Research Project: Using Aerial Application and Remote Sensing Technologies for Targeted Spraying of Crop Protection Products

Location: Crop Production Systems Research

Title: Research status and applications of nature-inspired algorithms for agri-food production

Author
item Huang, Yanbo

Submitted to: International Journal of Agricultural and Biological Engineering
Publication Type: Peer Reviewed Journal
Publication Acceptance Date: 3/16/2020
Publication Date: 3/30/2020
Citation: Huang, Y. 2020. Research status and applications of nature-inspired algorithms for agri-food production. International Journal of Agricultural and Biological Engineering. 13(4):1-9. https://doi.org/10.25165/j.ijabe.20201304.5501.
DOI: https://doi.org/10.25165/j.ijabe.20201304.5501

Interpretive Summary: Algorithms which are naturally inspired are developed more and more and applied to solve problems in agricultural and food systems with improved performance compared to conventional algorithms. A scientist in USDA-ARS Crop Production Systems Research Unit at Stoneville MS has been investigating various such algorithms from machine learning and bionic computing for applications in agricultural and food production. This paper presents and discusses the development of artificial neural networks, deep learning, and bionic algorithms in conjunction with their biological connections for agri-food applications. The results of my independent studies are summarized and presented, which indicated that the potential of the algorithms is great in crop production and food processing.

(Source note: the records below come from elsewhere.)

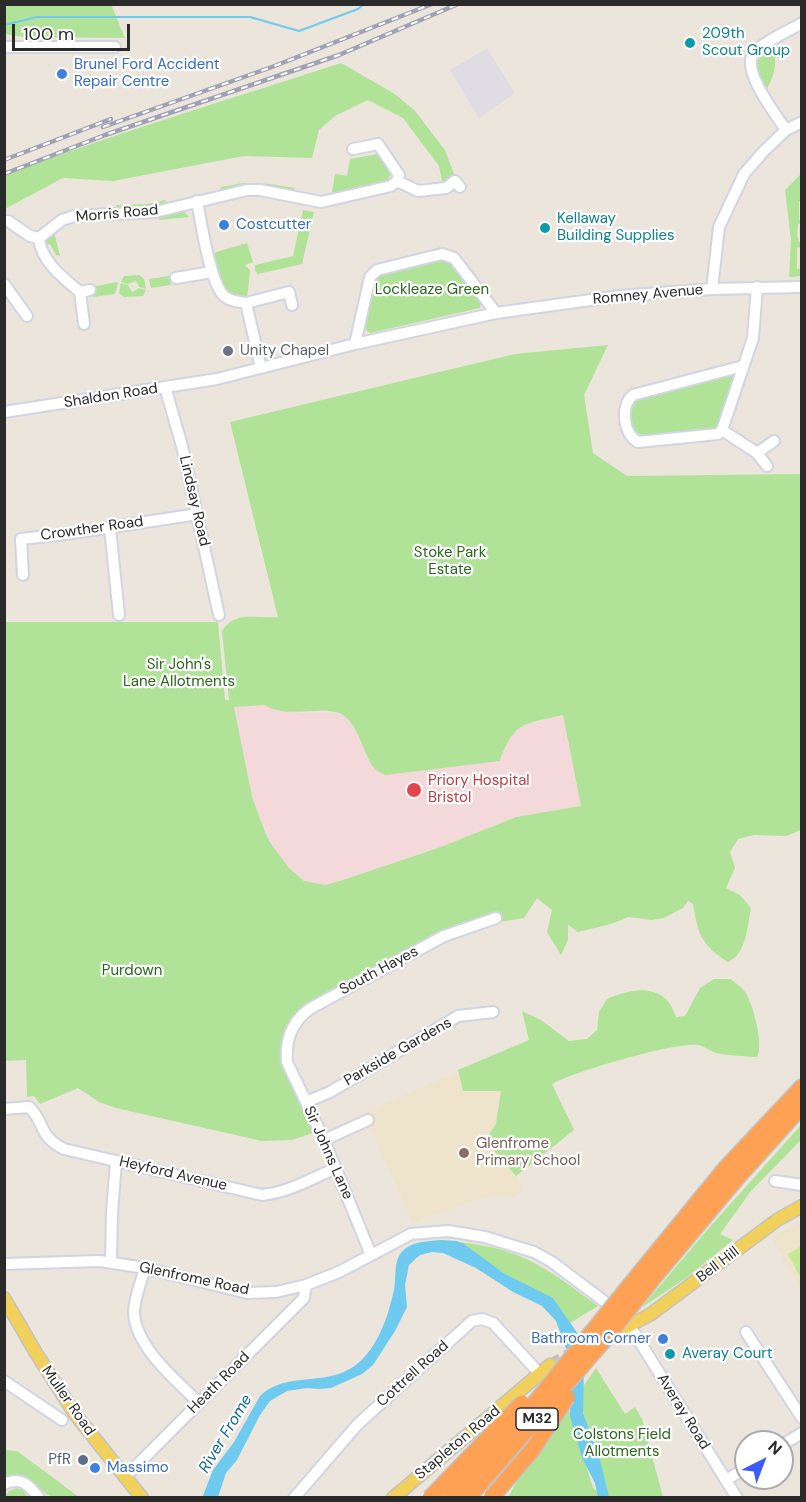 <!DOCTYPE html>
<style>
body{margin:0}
#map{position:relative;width:806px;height:1502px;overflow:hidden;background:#ece5dc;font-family:"DM Sans",sans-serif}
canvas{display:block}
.frame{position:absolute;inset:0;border:6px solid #2a2a2a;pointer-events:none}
.north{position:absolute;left:734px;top:1430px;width:60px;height:60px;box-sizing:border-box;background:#fff;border:2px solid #aaa;border-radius:50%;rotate:42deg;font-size:16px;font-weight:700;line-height:24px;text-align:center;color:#2a2a2a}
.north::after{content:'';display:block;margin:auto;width:21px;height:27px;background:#3b5bfa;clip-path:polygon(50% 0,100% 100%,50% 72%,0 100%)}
.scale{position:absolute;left:12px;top:24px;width:118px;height:27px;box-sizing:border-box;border:3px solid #2a2a2a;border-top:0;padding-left:8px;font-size:18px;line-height:21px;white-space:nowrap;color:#2a2a2a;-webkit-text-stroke:4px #fff;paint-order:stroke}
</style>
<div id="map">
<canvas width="806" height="1502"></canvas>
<div class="frame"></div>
<div class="north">N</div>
<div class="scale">100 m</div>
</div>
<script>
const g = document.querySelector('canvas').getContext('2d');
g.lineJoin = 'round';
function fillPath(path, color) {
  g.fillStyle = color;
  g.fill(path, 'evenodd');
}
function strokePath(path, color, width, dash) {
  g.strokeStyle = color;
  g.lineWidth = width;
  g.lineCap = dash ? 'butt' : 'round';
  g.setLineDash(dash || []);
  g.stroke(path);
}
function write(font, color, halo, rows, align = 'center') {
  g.font = font + ' "DM Sans",sans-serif';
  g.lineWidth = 4.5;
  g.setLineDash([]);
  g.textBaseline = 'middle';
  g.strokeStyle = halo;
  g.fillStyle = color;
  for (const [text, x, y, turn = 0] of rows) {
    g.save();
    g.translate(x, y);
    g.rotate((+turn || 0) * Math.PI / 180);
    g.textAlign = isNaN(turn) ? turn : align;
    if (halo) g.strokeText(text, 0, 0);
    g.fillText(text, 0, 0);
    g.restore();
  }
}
fillPath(new Path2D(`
 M487 48 515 93 479 118 450 70Z`), '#dfdce4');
fillPath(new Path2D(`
 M801 174V276L789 277 791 240 785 190Z
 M529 1040 574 1130 516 1176 524 1187 514 1197 496 1195 474 1200 446 1211 420 1219 413 1224 364 1113Z
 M801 1222V1290L771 1237Z`), '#eee3cb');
fillPath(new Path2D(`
 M265 705 271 708 302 713H340L350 721 374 769 500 761 507 742 520 727 563 715 581 806 516 817 438 848 343 880 325 885 304 881 289 868 271 844 252 798 234 707Z`), '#f3d9da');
fillPath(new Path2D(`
 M111 4 125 38 24 37 5 34V5Z
 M773 47C778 66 774 75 765 93 752 70 750 62 773 47Z
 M341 63 395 94 415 111 445 150 455 177 443 185 439 166 403 118 368 100 335 116 319 130 312 158 244 156 113 181 63 178 5 209V175C115 133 228 100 341 63Z
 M378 154 391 173 387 182 345 192 343 194 332 192 335 174 347 176 350 159Z
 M801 174V201H799V220H801V224H798L797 236 799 242H801V247L797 248V269H801V276L789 277 791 240 785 190Z
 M243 183 270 184 295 188 294 192 243 186 219 192 221 187Z
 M165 200 168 204 141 209H117L116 205 147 204Z
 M182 209 189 217 159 220 158 216Z
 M303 210 314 212 302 264 258 274 255 271V265L293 256Z
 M54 232 60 256 56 255 50 244 45 245 46 239Z
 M247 243 253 262 245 265 250 270 247 300C216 290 220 286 212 256L216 252Z
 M442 260 451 262 479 297 481 303 480 308 370 333 365 329 375 277 381 274Z
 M139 275 144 279 146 289 139 287 136 281 128 284 121 282 124 276Z
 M169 276 171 285 151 288 149 279Z
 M116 282 118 283 115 294 93 297 92 287Z
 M121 283 128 285 132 292 139 288 146 290 143 296 124 297 119 293Z
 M608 345 584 395 593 453 627 476 801 474V830L786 836 754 835 738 839 730 852 735 868 726 888 740 895 751 908C747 927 747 953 728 962 701 945 698 934 693 904L688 901 683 908 664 918 651 920 629 917 611 924 578 932 568 925V940L561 955 547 932 552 910 537 898 524 918 500 922 487 917 302 1009 291 1018 287 1026 282 1037V1055L316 1132 292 1140 262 1141 116 1108 99 1102 78 1088 40 1104 34 1096 27 1097 26 1060 5 1061V622H218L225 700H229L222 631C234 610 258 619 278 617L230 422 515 354ZM265 705C287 719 317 706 339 713 357 719 363 754 374 768 376 771 382 773 386 775L500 761C514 721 525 724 563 715L581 806 516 817 438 848 343 880 325 885 304 881 289 868 271 844 265 832 252 797 234 707Z
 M734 373 735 376 717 429 712 431 642 435C628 431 628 412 633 400Z
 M714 979H731C735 983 742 987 745 992 753 1003 764 1045 757 1057 743 1056 730 1056 716 1053 710 1051 705 1047 699 1045 677 1041 572 1072 552 1084L574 1130 516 1176 485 1140 496 1124 501 1091H463L458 1070 529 1040 522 1011 541 1020 569 1041 587 1039 597 1030 599 1012 607 999C626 991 650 984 667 1000 671 1004 674 1012 676 1017L685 1016 700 988Z
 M801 1125V1140L751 1191 720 1234 733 1240 686 1278 641 1308 708 1229Z
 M459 1242C524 1249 546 1268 598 1306L570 1323 555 1301 505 1274Z
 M596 1368 625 1414 635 1407 642 1419 663 1497H609L583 1413 582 1388Z
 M567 1404 593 1488 597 1491 599 1497 508 1498 519 1476Z
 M4 1450 17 1451 79 1497H52C32 1487 32 1469 5 1477Z
 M17 1488 23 1490 28 1497H5L9 1491Z`), '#b0e398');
fillPath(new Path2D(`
 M801 1246V1279L788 1254Z`), '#c4ea94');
fillPath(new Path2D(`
 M442 1240 457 1241 464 1244 505 1274 553 1298 576 1331 580 1339 584 1367 583 1413 600 1460 609 1497H598L595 1483 582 1458 570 1416 567 1351 556 1321 542 1306 513 1292 476 1268 443 1253 432 1252 420 1255 409 1265 405 1285 407 1307 395 1331 373 1365 362 1374 331 1388 320 1389 307 1388 287 1391 270 1401 260 1415 237 1460 226 1473 218 1497 202 1498 213 1470 234 1442 260 1396C290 1367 336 1393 367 1354 376 1344 384 1325 388 1313 390 1306 392 1298 394 1290 397 1276 392 1258 406 1248 416 1241 430 1241 442 1240Z`), '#6ecaef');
strokePath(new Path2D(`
 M4 25 37 17H250L299 31 358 9 364 4`), '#6ecaef', 2);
strokePath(new Path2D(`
 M550 1365 576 1351`), '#c5c0b8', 12, [12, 6]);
const minor = new Path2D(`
 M4 47H115
 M786 130C776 115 740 69 754 53 766 40 787 32 802 23
 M353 149 378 144 399 175 397 181
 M397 181 418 191 446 188 455 181 460 187
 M197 201C201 222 210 283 224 296 230 301 238 302 246 303L261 368
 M4 221H8L30 236 39 238
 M176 278 212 272
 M4 284 27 316
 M712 289 719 227 744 174 764 151 786 130 802 122
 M90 290 80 292C64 279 40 260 39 238L62 220 74 216 155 212 247 190H260L321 202 391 186 397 181
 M80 292 84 324
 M246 303 289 292 292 305
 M355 344 370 277 377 270 442 254 454 258 496 313
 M743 366 633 395C620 406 623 434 638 442L718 434 722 430 753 338 757 287
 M165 387 182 446 219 615
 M4 412 217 379 355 344 496 313 620 296 712 289 802 287
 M722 430 757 453 767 466
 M757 453 774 441
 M110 528 119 615
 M23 575 21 539 66 534 198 514
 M306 1102 330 1092 458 1016 493 1012
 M4 1109 29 1107C46 1123 37 1135 64 1149L262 1195C289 1192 311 1179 336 1168
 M324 1140 368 1120
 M775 1181 802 1185
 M371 1255 324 1140 287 1062C285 1039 292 1021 311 1008L444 936 496 918
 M111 1262 112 1213 116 1161
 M4 1264 100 1261 145 1268 247 1293 276 1292 306 1285 339 1272 411 1234 448 1231 485 1237 534 1252 552 1262 617 1311
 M145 1268C141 1282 134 1299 134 1313 136 1348 177 1381 199 1403
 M630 1326 737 1498
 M746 1332 802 1418
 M4 1381 62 1420
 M782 1445 802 1433
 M125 1477 304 1298 306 1285
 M726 1480 746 1468
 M4 1484C21 1476 29 1485 39 1498
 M294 1498 358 1424 472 1321 482 1319 493 1323 540 1374`);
const major = new Path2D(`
 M4 1298 36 1353 75 1414 142 1498
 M623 1329 651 1314 777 1220 802 1206
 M393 1498 550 1365`);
const highway = new Path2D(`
 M644 1268 725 1169 802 1087
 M655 1276 737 1178 802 1106`);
strokePath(minor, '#d1d4e3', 14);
strokePath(major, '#c3c3c3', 15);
strokePath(highway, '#c3c3c3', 18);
strokePath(minor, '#fff', 10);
strokePath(major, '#f1d15c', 12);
strokePath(highway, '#fea155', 15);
const rail = new Path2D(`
 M103 127 272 67 432 4
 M4 160 111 119
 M4 174 105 135 339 55 458 4`);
strokePath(rail, '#9fa1b4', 4.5);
strokePath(rail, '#fff', 2, [7]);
const highwayBridge = new Path2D(`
 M430 1498 522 1403
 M451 1498 526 1414 644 1268
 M468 1498 605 1339 655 1276
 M491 1498 533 1449 567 1397`);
strokePath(highwayBridge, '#c3c3c3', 18, []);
strokePath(highwayBridge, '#fea155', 15);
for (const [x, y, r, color] of [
 [690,43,6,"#0f9aa8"],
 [62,74,6,"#3f7fe0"],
 [224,225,6,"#3f7fe0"],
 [545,228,6,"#0f9aa8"],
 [228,351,6,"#6b7280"],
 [414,790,8,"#e0444e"],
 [464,1153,6,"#8d6e63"],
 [663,1339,6,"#3f7fe0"],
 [670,1354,6,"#0f9aa8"],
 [83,1460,6,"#5c6f8a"],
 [95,1468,6,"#3f7fe0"]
]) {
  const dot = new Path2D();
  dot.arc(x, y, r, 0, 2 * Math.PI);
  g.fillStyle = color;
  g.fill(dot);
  strokePath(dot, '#fff', 2);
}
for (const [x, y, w] of [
 [537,1419,42]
]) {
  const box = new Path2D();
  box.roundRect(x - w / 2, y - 11, w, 22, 4.5);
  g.fillStyle = '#fff';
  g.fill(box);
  strokePath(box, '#2a2a2a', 1.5);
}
write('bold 14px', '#2a2a2a', null, [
 ["M32",537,1419]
]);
write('15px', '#0d838f', '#fff', [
 ["209th",702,34],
 ["Scout Group",702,51],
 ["Kellaway",557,219],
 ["Building Supplies",557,236],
 ["Averay Court",682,1354]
], 'left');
write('15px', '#366cbe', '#fff', [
 ["Brunel Ford Accident",74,65],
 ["Repair Centre",74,82],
 ["Costcutter",236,225],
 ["Bathroom Corner",651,1339,"right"],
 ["Massimo",107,1468]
], 'left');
write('15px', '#2a2a2a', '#fff', [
 ["Morris Road",117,214,-5],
 ["Romney Avenue",648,295,-5],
 ["Shaldon Road",111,396,-9],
 ["Lindsay Road",194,501,77],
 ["Crowther Road",92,529,-8],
 ["South Hayes",379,971,-28],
 ["Parkside Gardens",398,1052,-30],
 ["Sir Johns Lane",328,1153,66],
 ["Heyford Avenue",173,1174,13],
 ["Bell Hill",718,1265,-37],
 ["Glenfrome Road",194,1279,12],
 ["Cottrell Road",413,1374,-42],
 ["Heath Road",219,1383,-45],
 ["Muller Road",68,1401,55],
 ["Averay Road",683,1412,58],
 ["Stapleton Road",458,1443,-40]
]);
write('15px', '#28671a', '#fff', [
 ["Lockleaze Green",432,290],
 ["Stoke Park",450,553],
 ["Estate",450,570],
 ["Sir John's",179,665],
 ["Lane Allotments",179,682],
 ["Purdown",132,971],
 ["Colstons Field",622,1435],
 ["Allotments",622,1452]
]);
write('15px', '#5b616d', '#fff', [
 ["Unity Chapel",240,351]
], 'left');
write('15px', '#be3a42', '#fff', [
 ["Priory Hospital",428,781],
 ["Bristol",428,798]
], 'left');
write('15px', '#785e54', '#fff', [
 ["Glenfrome",476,1144],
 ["Primary School",476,1161]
], 'left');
write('15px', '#4e5e75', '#fff', [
 ["PfR",71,1460]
], 'right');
write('italic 16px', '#0d679b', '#fff', [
 ["River Frome",226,1434,-59]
]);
</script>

Technical Abstract: Nature-inspired algorithms have been developed with biological mimicking. Machine learning algorithms from artificial neurons and artificial neural networks have been developed to mimic the human brain with synthetic neurons. This research can be traced back to the 1940s and has been expanded to agri-food problem solving in the last three decades. Now, the research and applications have entered the stage of deep learning with more layers and neurons that have complex connections to extract deep features of the target. In this paper, the development of artificial neural networks and deep learning algorithms is presented and discussed in conjunction with their biological connections for agri-food applications. My independent studies previously conducted are summarized with newly conducted being presented. At the same time, the algorithms motivated from recent bionics studies are be compared and discussed for their potentials for agri-food production.